--- ASSIGNMENT ---
Go through the material below and return each line with the string "links" in it.
..........
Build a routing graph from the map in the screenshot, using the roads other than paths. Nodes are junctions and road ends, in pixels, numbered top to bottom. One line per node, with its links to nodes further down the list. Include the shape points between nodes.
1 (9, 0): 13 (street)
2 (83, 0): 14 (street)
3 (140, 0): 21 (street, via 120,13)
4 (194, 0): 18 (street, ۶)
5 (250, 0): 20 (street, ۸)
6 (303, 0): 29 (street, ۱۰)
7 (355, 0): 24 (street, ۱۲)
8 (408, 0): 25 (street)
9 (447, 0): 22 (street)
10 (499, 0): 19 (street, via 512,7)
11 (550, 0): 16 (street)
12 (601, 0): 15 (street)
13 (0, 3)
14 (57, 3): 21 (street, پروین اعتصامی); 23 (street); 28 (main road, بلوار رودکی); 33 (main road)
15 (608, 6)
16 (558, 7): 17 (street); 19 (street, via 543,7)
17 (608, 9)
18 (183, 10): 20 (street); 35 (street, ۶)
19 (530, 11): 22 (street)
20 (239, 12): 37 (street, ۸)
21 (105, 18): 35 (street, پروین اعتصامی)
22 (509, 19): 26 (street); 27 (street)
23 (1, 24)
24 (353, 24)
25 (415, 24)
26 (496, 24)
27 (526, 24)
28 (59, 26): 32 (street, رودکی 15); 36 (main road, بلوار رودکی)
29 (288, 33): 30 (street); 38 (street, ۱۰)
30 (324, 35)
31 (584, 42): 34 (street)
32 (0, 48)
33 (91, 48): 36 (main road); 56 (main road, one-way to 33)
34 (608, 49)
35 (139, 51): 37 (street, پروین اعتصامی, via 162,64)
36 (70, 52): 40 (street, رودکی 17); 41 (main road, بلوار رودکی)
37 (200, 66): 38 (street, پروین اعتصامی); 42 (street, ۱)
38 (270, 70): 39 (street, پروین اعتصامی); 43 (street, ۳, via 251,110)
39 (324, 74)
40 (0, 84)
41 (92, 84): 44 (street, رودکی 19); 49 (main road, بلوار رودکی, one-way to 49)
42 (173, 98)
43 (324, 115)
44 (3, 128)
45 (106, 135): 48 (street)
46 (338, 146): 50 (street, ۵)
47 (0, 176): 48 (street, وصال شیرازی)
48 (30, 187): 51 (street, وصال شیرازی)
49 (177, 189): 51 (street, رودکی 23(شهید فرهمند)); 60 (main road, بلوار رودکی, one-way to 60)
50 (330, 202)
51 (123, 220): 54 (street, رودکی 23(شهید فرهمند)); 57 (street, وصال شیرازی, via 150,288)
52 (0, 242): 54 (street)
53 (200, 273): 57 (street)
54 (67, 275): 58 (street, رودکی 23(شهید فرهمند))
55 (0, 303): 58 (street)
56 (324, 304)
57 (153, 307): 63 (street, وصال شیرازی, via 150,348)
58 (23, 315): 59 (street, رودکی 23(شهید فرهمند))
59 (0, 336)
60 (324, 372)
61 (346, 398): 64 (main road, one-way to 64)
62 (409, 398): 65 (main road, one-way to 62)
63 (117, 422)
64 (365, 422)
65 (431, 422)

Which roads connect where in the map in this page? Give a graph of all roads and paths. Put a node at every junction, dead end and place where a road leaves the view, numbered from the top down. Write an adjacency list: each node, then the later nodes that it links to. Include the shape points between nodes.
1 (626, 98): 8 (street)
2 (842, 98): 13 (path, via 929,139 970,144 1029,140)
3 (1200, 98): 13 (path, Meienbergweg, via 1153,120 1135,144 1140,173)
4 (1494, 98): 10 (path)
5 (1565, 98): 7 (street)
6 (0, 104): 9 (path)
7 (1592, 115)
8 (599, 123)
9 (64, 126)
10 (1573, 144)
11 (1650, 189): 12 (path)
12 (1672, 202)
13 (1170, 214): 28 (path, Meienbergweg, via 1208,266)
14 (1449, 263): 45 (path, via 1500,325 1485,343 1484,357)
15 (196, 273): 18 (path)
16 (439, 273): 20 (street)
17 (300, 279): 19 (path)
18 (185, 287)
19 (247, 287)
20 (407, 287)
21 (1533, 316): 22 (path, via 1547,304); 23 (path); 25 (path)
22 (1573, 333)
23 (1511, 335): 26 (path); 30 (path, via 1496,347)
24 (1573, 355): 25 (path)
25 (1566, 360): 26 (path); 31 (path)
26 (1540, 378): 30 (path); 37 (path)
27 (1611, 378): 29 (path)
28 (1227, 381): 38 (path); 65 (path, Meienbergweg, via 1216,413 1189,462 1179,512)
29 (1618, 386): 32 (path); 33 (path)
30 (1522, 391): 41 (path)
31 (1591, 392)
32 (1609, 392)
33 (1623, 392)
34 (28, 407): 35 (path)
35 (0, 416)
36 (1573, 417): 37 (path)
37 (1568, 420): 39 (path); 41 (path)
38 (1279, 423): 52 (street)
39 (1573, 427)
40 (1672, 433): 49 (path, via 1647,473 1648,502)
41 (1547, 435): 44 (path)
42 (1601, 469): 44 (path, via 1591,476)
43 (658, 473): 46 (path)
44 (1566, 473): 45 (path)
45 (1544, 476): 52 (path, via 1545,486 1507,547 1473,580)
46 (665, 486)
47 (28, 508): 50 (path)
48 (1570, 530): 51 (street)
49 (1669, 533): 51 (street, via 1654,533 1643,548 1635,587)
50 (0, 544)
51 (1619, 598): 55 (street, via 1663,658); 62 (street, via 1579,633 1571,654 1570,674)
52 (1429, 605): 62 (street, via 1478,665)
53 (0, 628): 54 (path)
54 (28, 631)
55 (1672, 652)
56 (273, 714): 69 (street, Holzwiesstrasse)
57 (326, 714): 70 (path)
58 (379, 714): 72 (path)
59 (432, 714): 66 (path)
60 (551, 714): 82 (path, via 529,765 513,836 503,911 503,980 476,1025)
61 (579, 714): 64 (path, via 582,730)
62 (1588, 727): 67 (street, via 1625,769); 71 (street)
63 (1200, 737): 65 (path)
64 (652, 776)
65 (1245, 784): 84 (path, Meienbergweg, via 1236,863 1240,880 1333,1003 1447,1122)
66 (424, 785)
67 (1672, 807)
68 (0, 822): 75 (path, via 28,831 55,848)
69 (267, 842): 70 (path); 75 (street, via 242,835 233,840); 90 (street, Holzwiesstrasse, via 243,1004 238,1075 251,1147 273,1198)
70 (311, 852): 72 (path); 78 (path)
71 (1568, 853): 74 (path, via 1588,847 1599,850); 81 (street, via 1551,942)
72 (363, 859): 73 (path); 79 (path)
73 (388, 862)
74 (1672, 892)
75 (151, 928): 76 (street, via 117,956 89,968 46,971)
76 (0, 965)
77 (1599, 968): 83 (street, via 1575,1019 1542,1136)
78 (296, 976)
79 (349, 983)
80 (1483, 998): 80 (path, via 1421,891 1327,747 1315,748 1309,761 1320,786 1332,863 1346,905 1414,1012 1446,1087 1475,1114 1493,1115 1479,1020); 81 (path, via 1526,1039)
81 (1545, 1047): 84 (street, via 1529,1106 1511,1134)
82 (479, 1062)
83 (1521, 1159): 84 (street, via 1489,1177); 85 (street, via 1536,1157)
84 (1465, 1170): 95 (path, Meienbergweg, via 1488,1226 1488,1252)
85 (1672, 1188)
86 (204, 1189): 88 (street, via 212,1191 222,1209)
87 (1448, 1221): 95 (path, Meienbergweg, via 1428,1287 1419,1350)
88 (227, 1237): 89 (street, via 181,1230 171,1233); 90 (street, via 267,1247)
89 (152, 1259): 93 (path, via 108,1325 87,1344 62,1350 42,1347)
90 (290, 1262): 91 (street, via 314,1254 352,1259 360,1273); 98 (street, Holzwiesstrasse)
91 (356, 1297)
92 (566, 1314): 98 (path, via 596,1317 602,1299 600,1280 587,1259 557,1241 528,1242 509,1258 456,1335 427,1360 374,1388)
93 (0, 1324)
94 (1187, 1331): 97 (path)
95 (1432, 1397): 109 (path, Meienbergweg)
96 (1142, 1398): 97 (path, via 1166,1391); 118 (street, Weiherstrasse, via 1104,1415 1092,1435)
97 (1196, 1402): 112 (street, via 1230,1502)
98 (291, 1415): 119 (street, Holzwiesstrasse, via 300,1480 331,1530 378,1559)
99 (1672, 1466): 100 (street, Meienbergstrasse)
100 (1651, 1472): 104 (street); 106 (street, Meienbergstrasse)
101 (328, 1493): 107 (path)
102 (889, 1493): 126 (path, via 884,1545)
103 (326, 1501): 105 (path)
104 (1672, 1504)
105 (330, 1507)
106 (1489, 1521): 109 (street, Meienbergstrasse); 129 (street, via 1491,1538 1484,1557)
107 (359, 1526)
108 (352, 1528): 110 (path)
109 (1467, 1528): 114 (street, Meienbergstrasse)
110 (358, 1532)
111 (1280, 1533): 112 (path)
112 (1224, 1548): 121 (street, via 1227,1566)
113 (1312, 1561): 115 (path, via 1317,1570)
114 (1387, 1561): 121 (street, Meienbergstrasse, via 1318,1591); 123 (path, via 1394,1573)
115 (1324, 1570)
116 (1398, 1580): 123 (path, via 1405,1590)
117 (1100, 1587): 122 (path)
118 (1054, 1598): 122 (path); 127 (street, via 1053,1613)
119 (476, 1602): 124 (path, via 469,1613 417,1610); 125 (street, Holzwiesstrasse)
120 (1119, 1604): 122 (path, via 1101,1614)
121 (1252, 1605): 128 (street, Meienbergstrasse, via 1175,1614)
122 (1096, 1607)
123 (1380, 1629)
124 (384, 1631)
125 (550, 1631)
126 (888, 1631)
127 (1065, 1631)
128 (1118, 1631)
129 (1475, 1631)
..........
--- RESULT OF THE TASK ---
Build a routing graph from the map in the screenshot, using the roads other than paths. Nodes are junctions and road ends, in pixels, numbered top to bottom. One line per node, with its links to nodes further down the list. Include the shape points between nodes.
Which roads connect where in the map in this page? Give a graph of all roads and paths. Put a node at every junction, dead end and place where a road leaves the view, numbered from the top down. Write an adjacency list: each node, then the later nodes that it links to. Include the shape points between nodes.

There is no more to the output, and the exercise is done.